> _Task instructions_:
Report every line of the records beneath this task that holds the string "Zahradní".

> _Dataset records_:

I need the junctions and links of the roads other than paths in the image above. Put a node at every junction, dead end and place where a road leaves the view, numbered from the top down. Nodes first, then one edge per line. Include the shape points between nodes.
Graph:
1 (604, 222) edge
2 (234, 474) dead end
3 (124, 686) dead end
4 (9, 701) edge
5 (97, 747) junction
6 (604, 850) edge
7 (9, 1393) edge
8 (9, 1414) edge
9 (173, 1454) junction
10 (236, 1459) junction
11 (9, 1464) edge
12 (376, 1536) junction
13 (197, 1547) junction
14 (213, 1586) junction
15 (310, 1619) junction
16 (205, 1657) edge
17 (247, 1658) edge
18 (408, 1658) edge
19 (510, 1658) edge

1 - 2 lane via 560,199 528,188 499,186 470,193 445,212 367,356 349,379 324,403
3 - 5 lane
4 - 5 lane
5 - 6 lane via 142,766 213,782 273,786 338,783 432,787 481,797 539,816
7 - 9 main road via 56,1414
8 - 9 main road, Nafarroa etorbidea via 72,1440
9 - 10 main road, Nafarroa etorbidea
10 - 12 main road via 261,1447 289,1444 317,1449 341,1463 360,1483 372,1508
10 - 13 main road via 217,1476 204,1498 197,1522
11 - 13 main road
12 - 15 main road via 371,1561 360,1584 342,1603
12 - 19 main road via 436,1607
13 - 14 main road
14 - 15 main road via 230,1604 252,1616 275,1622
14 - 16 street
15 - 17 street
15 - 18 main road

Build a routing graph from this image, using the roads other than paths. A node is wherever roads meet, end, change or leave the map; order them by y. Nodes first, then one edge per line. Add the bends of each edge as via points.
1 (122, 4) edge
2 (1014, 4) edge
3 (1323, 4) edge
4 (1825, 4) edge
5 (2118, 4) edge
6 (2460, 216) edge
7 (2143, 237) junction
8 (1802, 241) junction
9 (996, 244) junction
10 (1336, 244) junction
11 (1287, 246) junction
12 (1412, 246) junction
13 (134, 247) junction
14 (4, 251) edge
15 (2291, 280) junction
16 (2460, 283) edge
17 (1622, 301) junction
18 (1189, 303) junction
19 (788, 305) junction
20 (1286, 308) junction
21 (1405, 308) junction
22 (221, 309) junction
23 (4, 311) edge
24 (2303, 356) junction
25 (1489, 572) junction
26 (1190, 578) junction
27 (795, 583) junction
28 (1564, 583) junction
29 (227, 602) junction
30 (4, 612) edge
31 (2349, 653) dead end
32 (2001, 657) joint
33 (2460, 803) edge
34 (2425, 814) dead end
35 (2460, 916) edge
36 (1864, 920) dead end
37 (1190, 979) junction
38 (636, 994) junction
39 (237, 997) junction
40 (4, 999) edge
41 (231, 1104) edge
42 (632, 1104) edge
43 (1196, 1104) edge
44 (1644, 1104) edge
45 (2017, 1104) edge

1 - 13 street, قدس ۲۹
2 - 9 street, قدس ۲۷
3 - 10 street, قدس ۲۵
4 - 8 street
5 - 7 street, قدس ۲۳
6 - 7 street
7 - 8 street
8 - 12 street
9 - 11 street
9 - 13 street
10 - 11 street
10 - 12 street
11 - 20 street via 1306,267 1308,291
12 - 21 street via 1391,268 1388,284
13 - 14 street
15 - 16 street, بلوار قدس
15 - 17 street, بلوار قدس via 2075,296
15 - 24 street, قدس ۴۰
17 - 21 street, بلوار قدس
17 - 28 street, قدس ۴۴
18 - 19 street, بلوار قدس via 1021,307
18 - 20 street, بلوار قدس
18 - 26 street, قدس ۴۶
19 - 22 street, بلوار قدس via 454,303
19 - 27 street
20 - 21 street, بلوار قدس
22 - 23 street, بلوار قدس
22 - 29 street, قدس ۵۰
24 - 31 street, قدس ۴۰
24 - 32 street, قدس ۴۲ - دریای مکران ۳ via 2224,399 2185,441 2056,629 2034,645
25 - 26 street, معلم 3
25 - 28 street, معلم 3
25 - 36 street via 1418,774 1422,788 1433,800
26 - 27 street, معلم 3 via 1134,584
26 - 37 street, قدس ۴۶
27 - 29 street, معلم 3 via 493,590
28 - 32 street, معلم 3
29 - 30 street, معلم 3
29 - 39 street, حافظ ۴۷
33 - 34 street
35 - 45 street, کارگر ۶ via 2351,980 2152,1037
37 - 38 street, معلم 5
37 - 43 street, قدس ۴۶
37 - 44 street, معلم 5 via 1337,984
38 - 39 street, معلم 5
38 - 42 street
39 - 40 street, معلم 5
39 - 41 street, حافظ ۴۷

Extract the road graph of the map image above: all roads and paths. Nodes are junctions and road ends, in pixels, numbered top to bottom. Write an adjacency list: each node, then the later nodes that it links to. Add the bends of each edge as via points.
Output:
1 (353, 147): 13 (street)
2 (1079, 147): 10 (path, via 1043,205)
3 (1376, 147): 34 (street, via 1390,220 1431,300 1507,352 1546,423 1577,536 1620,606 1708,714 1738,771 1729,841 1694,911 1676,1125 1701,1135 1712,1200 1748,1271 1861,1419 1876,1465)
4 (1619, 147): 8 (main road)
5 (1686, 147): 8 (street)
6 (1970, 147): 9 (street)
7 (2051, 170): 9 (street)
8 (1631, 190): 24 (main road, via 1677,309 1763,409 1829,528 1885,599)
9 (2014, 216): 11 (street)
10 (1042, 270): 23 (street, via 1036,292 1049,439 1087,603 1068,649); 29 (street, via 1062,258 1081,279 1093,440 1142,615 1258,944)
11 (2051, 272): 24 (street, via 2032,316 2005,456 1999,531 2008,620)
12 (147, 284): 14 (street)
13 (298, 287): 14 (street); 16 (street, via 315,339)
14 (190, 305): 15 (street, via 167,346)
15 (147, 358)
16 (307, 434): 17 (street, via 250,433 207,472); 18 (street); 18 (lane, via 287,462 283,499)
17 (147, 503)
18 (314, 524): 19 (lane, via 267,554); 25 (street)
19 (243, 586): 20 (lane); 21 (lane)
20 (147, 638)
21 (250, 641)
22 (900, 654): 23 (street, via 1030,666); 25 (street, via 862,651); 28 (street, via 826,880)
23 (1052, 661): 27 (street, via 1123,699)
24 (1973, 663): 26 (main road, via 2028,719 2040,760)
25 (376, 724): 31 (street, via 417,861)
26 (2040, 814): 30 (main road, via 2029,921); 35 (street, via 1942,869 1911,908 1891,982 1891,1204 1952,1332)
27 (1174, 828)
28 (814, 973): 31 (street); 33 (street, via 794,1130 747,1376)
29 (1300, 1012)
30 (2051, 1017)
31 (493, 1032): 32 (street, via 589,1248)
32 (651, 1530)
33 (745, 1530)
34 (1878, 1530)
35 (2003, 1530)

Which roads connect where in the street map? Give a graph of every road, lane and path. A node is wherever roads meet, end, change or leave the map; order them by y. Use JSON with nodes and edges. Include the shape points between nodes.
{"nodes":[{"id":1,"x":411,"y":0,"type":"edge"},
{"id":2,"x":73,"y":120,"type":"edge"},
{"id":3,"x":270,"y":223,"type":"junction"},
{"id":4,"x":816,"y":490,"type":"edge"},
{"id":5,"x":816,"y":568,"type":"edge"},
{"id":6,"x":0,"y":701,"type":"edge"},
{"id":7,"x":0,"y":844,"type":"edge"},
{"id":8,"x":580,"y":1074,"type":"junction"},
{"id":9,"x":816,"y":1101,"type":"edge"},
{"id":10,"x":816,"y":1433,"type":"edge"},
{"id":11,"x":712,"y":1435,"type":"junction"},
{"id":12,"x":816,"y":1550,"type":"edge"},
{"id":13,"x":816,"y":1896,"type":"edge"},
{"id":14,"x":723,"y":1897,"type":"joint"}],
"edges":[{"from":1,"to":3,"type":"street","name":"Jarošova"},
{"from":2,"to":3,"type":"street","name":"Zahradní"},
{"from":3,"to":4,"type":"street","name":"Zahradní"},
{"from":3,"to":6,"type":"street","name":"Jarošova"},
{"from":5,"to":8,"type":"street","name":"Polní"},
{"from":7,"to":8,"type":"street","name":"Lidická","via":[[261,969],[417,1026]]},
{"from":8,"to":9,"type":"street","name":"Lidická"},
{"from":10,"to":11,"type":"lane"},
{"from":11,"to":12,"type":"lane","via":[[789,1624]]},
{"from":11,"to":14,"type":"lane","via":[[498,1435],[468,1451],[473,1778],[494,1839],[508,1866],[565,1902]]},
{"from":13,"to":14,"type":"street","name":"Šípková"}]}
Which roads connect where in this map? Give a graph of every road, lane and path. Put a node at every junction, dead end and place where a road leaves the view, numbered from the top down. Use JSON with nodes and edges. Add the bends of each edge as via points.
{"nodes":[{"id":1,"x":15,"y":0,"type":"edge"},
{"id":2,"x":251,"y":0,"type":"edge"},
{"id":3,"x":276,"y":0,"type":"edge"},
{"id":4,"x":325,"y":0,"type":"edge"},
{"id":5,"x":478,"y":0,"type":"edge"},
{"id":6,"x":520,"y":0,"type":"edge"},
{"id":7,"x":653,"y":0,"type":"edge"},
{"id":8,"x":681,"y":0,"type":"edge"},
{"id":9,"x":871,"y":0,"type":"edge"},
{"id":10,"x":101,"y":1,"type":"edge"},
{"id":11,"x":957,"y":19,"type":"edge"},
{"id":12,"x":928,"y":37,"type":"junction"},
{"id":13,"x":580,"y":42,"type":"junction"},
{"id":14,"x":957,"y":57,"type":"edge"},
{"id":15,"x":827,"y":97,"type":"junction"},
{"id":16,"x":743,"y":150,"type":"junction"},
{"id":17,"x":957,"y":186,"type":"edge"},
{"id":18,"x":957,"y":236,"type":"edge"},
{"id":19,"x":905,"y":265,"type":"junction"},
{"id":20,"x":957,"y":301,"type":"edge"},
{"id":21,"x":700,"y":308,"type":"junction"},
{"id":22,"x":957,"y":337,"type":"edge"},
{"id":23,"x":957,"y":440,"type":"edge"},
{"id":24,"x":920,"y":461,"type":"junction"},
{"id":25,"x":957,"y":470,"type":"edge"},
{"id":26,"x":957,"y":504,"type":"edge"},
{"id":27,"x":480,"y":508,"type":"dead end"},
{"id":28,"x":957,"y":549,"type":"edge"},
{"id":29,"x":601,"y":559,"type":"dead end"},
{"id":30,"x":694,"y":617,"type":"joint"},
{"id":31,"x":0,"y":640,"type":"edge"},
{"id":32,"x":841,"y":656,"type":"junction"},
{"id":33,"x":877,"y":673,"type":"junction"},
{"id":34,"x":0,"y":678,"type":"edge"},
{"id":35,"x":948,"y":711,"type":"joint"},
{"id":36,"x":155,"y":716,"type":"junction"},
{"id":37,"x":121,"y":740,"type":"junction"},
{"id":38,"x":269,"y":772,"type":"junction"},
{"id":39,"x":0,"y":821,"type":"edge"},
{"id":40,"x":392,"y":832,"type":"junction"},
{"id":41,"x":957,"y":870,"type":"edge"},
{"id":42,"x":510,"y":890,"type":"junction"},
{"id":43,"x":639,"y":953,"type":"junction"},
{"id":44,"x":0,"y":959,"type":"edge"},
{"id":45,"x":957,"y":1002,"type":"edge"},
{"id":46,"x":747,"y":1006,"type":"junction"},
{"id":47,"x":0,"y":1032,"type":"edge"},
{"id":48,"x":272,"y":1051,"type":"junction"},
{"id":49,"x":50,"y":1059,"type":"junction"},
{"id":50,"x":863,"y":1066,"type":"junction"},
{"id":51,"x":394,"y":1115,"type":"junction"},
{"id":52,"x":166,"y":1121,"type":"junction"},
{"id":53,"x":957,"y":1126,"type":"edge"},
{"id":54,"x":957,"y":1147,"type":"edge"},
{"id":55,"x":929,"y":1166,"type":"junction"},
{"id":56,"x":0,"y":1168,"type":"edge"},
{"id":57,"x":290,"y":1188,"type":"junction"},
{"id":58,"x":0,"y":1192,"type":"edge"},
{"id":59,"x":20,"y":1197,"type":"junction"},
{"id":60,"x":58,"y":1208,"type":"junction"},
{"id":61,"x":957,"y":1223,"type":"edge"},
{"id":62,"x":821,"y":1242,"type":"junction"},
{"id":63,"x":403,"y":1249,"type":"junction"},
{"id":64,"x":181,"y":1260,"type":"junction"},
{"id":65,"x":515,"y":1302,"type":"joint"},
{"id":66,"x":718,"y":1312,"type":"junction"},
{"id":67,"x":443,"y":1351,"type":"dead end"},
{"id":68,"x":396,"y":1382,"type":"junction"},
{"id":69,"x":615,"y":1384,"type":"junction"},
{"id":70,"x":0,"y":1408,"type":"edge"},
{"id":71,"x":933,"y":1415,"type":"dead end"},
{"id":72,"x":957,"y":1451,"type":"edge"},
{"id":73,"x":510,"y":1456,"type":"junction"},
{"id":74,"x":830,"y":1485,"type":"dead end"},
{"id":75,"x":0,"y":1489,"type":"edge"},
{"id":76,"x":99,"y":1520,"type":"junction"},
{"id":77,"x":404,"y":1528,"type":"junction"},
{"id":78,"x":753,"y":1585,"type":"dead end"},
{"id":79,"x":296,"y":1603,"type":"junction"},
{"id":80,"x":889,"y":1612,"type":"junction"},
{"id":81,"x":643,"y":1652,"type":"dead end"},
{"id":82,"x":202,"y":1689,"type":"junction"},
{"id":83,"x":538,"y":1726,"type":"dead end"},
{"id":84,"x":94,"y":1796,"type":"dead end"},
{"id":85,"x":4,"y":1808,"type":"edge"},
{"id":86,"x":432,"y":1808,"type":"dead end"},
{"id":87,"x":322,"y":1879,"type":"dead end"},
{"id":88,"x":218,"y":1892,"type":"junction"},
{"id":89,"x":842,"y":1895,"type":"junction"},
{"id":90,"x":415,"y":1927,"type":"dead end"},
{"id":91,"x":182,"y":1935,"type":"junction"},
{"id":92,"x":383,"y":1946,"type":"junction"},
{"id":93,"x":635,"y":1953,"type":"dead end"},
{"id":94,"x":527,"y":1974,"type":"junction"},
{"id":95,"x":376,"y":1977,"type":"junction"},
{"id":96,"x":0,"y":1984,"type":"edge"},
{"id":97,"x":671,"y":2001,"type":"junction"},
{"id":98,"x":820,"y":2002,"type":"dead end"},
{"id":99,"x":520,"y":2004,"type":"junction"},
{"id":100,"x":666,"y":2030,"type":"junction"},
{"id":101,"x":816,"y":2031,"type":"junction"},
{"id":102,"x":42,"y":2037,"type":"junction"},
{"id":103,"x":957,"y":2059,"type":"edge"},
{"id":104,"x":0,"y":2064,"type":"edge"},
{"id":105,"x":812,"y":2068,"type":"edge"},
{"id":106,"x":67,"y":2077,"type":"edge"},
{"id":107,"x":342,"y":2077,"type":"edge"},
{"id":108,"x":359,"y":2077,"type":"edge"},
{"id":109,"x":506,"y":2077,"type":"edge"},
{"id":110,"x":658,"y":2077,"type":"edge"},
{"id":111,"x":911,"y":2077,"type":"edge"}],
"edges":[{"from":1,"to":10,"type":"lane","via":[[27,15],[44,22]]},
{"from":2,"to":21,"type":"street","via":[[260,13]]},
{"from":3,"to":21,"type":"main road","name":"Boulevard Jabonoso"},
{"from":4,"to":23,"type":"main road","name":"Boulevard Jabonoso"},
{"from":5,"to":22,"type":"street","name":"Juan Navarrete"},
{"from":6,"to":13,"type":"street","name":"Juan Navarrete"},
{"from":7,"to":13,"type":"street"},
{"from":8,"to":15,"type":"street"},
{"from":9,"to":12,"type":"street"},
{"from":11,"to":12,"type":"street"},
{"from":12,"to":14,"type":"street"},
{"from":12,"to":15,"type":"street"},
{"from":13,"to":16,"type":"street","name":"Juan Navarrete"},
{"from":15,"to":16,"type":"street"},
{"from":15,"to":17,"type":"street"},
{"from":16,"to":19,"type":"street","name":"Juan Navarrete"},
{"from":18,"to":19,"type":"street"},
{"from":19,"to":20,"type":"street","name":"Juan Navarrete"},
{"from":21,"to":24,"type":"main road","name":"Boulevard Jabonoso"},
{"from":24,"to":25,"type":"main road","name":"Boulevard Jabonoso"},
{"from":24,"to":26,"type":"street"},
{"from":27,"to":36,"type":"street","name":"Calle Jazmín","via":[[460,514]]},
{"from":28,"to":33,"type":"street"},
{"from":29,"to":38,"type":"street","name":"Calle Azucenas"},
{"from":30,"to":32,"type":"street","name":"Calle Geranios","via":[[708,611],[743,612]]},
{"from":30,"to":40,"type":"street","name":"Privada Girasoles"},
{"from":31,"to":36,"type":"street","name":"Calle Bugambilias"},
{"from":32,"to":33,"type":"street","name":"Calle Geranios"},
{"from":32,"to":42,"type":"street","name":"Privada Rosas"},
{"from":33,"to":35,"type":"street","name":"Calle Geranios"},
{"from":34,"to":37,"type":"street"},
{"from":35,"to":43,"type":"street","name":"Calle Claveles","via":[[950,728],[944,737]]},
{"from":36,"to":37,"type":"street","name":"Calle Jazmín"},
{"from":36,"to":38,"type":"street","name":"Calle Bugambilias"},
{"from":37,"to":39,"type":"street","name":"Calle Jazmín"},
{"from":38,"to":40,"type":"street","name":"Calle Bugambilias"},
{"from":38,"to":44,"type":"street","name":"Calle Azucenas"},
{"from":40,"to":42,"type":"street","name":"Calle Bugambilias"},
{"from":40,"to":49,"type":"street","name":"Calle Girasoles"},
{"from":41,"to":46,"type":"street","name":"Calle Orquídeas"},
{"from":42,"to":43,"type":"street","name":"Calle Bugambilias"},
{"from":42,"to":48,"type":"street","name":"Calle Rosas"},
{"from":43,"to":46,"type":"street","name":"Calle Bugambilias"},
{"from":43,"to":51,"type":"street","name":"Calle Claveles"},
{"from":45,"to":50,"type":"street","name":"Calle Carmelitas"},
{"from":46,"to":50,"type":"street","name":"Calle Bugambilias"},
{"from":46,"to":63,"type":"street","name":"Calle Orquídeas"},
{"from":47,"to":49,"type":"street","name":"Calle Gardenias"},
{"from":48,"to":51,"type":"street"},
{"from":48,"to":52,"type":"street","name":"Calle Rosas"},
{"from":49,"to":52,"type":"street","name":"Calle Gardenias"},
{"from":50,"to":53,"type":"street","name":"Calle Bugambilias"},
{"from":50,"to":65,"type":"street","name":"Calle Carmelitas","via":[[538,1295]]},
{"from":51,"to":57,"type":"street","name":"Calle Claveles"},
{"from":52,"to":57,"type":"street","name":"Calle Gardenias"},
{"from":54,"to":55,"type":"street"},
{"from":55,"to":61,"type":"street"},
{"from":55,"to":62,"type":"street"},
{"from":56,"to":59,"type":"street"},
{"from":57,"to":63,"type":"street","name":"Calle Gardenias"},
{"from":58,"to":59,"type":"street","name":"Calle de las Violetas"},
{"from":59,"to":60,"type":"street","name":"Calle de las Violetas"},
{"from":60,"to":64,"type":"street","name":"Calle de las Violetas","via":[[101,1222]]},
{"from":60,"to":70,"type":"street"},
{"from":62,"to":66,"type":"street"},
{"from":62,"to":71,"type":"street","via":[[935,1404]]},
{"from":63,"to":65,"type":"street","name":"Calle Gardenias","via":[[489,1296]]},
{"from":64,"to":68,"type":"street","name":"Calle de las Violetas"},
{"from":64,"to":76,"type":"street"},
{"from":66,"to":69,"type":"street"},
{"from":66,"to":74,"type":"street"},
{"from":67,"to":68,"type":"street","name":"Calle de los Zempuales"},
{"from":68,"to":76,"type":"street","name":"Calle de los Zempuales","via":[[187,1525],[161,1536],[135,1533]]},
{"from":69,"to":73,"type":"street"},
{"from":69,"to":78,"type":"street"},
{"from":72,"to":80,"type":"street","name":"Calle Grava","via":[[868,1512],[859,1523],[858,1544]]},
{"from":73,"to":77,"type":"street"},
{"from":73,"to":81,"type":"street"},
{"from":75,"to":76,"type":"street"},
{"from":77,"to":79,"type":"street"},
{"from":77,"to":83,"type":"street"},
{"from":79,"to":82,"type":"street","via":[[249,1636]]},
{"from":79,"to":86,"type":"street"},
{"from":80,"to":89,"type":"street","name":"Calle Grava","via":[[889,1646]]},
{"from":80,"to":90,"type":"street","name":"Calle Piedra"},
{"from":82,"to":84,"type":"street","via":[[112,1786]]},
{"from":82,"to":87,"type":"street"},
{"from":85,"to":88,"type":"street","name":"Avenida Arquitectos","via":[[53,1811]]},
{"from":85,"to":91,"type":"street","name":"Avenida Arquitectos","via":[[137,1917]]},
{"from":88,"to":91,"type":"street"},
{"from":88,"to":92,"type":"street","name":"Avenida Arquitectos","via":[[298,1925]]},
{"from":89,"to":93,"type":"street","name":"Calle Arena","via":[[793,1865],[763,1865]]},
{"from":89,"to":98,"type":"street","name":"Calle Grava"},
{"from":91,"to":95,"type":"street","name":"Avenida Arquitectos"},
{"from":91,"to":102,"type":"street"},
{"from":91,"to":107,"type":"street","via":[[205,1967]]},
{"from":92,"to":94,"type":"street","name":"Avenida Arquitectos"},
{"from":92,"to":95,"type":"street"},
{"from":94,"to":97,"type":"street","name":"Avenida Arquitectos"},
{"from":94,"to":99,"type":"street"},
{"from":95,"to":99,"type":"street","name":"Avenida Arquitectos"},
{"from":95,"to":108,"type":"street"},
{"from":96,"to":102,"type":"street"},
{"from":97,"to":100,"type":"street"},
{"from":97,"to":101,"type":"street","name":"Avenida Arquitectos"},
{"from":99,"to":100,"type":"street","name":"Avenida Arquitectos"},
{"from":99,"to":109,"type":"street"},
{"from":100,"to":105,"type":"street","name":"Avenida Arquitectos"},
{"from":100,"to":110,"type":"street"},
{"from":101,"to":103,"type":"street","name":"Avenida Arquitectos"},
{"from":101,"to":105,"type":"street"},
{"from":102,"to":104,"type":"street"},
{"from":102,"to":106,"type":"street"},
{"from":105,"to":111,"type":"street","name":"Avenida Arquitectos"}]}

> _Problem solution_:
{"from":2,"to":3,"type":"street","name":"Zahradní"},
{"from":3,"to":4,"type":"street","name":"Zahradní"},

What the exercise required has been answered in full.